この動力分配機構を介する伝動系統を本願では、第一伝動系統と呼ぶ。一方、入力軸と変速機(本願にいう第二遊星歯車装置)を構成する一の回転要素を係合するクラッチを設け、入力軸から直接、変速機にその回転駆動力を伝動できる構成を採用した実施例(実施例4・実施例5)が示されている。実施例4の第二クラッチC2が、入力軸と変速機とを直結するクラッチであり、実施例5は第四クラッチC4が、入力軸と変速機と直結するクラッチである。

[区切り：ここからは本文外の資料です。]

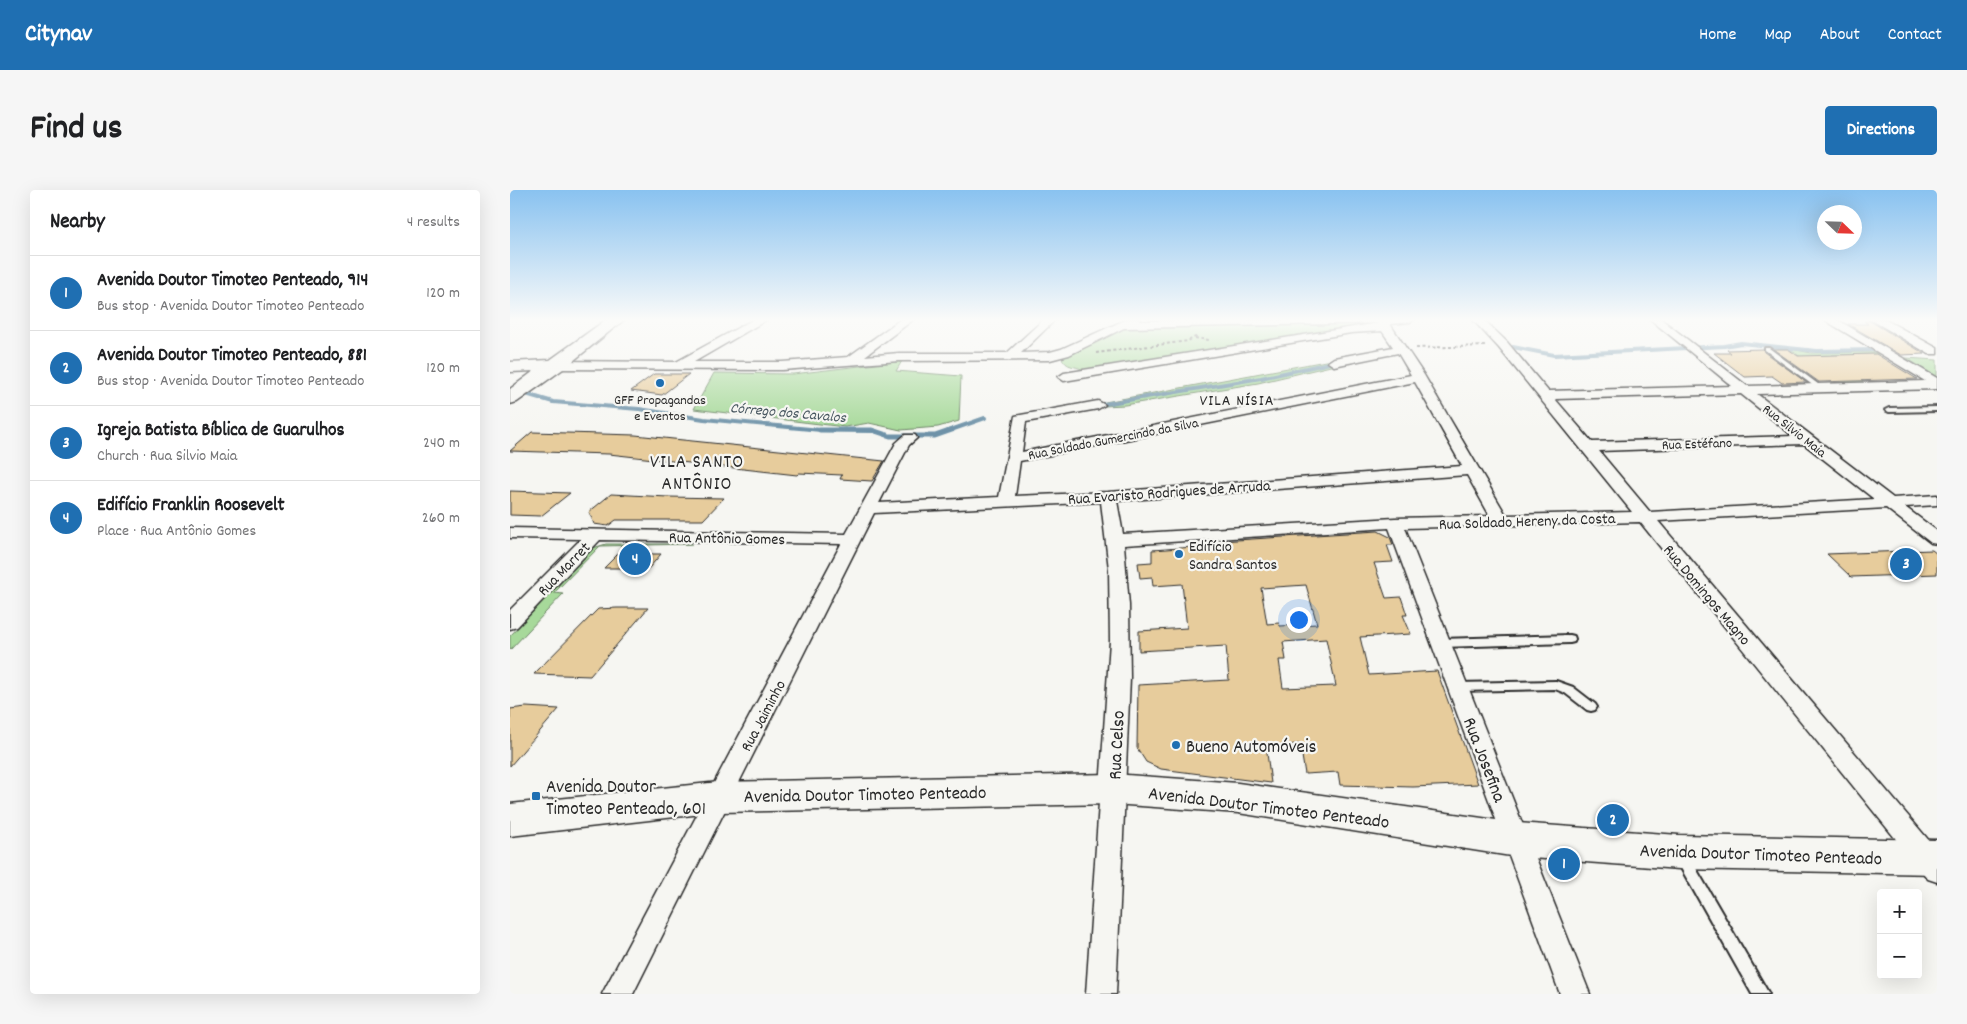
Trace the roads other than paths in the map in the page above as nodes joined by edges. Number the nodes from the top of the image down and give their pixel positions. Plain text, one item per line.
1 (568, 357) edge
2 (694, 357) edge
3 (860, 357) edge
4 (1179, 357) edge
5 (1362, 357) edge
6 (1405, 357) edge
7 (1512, 357) edge
8 (1702, 357) edge
9 (1777, 357) edge
10 (1891, 357) edge
11 (852, 360) joint
12 (1334, 362) dead end
13 (557, 365) junction
14 (677, 366) junction
15 (510, 367) edge
16 (1064, 377) dead end
17 (1417, 378) junction
18 (1937, 384) edge
19 (1820, 388) junction
20 (1742, 389) junction
21 (1544, 395) junction
22 (510, 398) edge
23 (1098, 406) dead end
24 (1937, 409) edge
25 (1889, 410) dead end
26 (1020, 419) joint
27 (910, 438) dead end
28 (1807, 440) junction
29 (1587, 447) junction
30 (1014, 458) junction
31 (1470, 470) junction
32 (1108, 497) junction
33 (1937, 500) edge
34 (1006, 502) junction
35 (1891, 504) junction
36 (868, 508) junction
37 (1644, 516) junction
38 (1501, 520) junction
39 (1396, 523) junction
40 (510, 533) edge
41 (595, 535) junction
42 (853, 539) junction
43 (1937, 539) edge
44 (1117, 540) junction
45 (510, 622) edge
46 (1570, 639) dead end
47 (1441, 643) junction
48 (1458, 687) junction
49 (1591, 707) dead end
50 (1112, 789) junction
51 (719, 797) junction
52 (510, 820) edge
53 (1517, 840) junction
54 (1679, 852) junction
55 (1934, 862) edge
56 (617, 994) edge
57 (1101, 994) edge
58 (1576, 994) edge
59 (1761, 994) edge

1 - 13 main road
2 - 14 street
3 - 11 street
4 - 16 street
5 - 12 street
6 - 17 street
7 - 21 street, Rua Domingos Magno
8 - 20 street, Rua Silvio Maia
9 - 19 lane
10 - 18 street
11 - 14 street
13 - 14 street
13 - 15 main road
13 - 22 main road
17 - 30 street, Rua Soldado Gumercindo da Silva
17 - 31 street
18 - 19 street
19 - 20 street
20 - 21 street
20 - 28 street, Rua Silvio Maia
21 - 29 street, Rua Domingos Magno
23 - 26 street
24 - 25 lane
26 - 30 street
27 - 36 street, Rua Jaiminho
28 - 29 street, Rua Estéfano
28 - 35 street, Rua Silvio Maia
29 - 37 street, Rua Domingos Magno
30 - 34 street
31 - 32 street, Rua Evaristo Rodrigues de Arruda
31 - 38 street
32 - 34 street, Rua Evaristo Rodrigues de Arruda
32 - 44 street, Rua Celso
33 - 35 street, Rua Soldado Hereny da Costa
34 - 36 street, Rua Evaristo Rodrigues de Arruda
35 - 37 street, Rua Soldado Hereny da Costa
35 - 43 street, Rua Silvio Maia
36 - 42 street, Rua Jaiminho
37 - 38 street, Rua Soldado Hereny da Costa
37 - 55 street, Rua Domingos Magno
38 - 39 street, Rua Soldado Hereny da Costa
39 - 44 street, Rua Soldado Hereny da Costa
39 - 47 street, Rua Josefina
40 - 41 street, Rua Antônio Gomes
41 - 42 street, Rua Antônio Gomes
41 - 45 street, Rua Marret
42 - 51 street, Rua Jaiminho
44 - 50 street, Rua Celso
46 - 47 lane
47 - 48 street, Rua Josefina
48 - 49 lane
48 - 53 street, Rua Josefina
50 - 51 main road, Avenida Doutor Timoteo Penteado
50 - 53 main road, Avenida Doutor Timoteo Penteado
50 - 57 street, Rua Celso
51 - 52 main road, Avenida Doutor Timoteo Penteado
51 - 56 street, Rua Jaiminho
53 - 54 main road, Avenida Doutor Timoteo Penteado
53 - 58 street, Rua Josefina
54 - 55 main road, Avenida Doutor Timoteo Penteado
54 - 59 lane

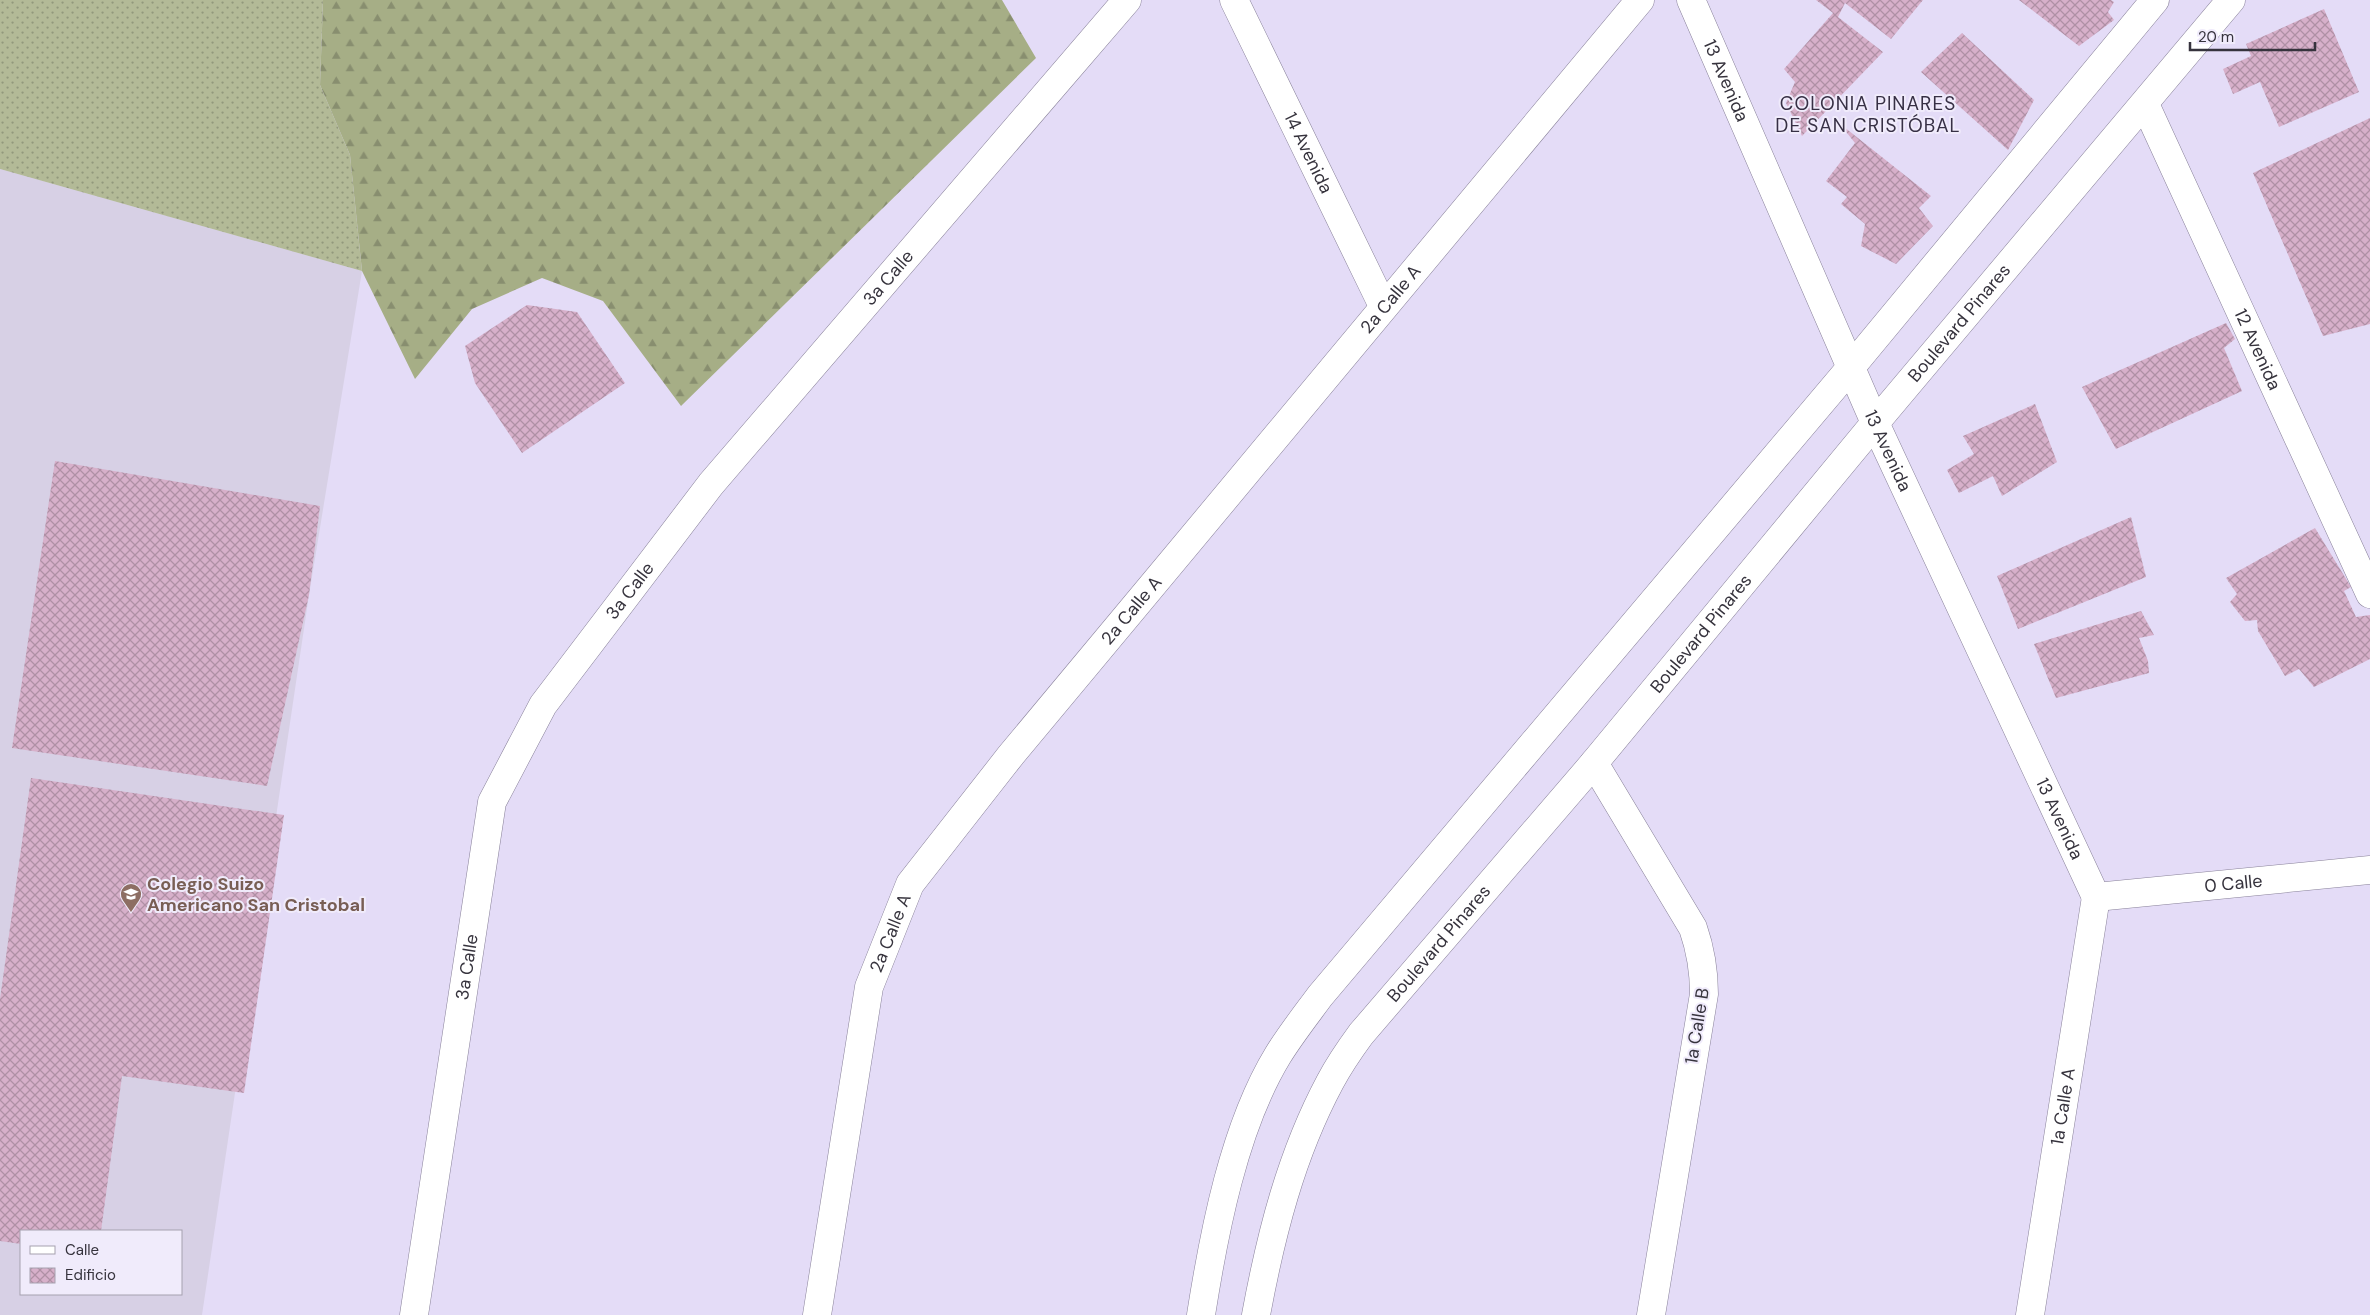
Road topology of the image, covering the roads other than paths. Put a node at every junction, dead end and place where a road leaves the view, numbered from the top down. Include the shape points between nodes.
1 (1127, 0) edge
2 (1234, 0) edge
3 (1640, 0) edge
4 (1691, 0) edge
5 (2155, 0) edge
6 (2231, 0) edge
7 (2145, 104) junction
8 (1383, 306) junction
9 (1852, 366) junction
10 (1875, 423) junction
11 (2370, 594) edge
12 (1594, 763) junction
13 (2370, 870) edge
14 (2096, 897) junction
15 (414, 1315) edge
16 (817, 1315) edge
17 (1201, 1315) edge
18 (1256, 1315) edge
19 (1651, 1315) edge
20 (2030, 1315) edge

1 - 15 street, 3a Calle via 711,484 543,705 492,802
2 - 8 street, 14 Avenida
3 - 8 street, 2a Calle A
4 - 9 street, 13 Avenida
5 - 9 street
6 - 7 street, Boulevard Pinares
7 - 10 street, Boulevard Pinares
7 - 11 street, 12 Avenida
8 - 16 street, 2a Calle A via 1011,755 910,884 869,987
9 - 10 street, 13 Avenida
9 - 17 street via 1320,996 1278,1056 1253,1108 1231,1172 1213,1240
10 - 12 street, Boulevard Pinares
10 - 14 street, 13 Avenida
12 - 18 street, Boulevard Pinares via 1361,1034 1330,1081 1286,1185 1268,1248
12 - 19 street, 1a Calle B via 1693,928 1704,972 1704,994
13 - 14 street, 0 Calle
14 - 20 street, 1a Calle A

この例では、後進段は、有段変速作動と無段変速作動との両方で実現されるが、両後進段における、摩擦係合要素の係合状態は同一であり、後進段を実現するのに、入力回転を減速して第二遊星歯車装置に入力し、その入力から後進駆動を得る。
この例でも、後進段は、有段変速作動と無段変速作動との両方で実現されるが、両後進段における、摩擦係合要素の係合状態は実質的に同一であり、後進段を実現するのに、エンジン回転を第四クラッチを介して直接第二遊星歯車装置に入力し、その入力から後進駆動を得るものとしている。この例では、動力分配機構をロックすることはできない。
また、両例とも、有段変速作動と無段変速作動とをどのような走行状態で使用するかの開示はなく、例えば、無段変速作動を長時間に亘って行うと、バッテリーの残量が問題となり、又、回転電機のロータ温度が上昇し問題が生じる可能性がある。
結果、2モータ式スプリットハイブリッド駆動装置において、その後進段を実現するのに改善の余地がある。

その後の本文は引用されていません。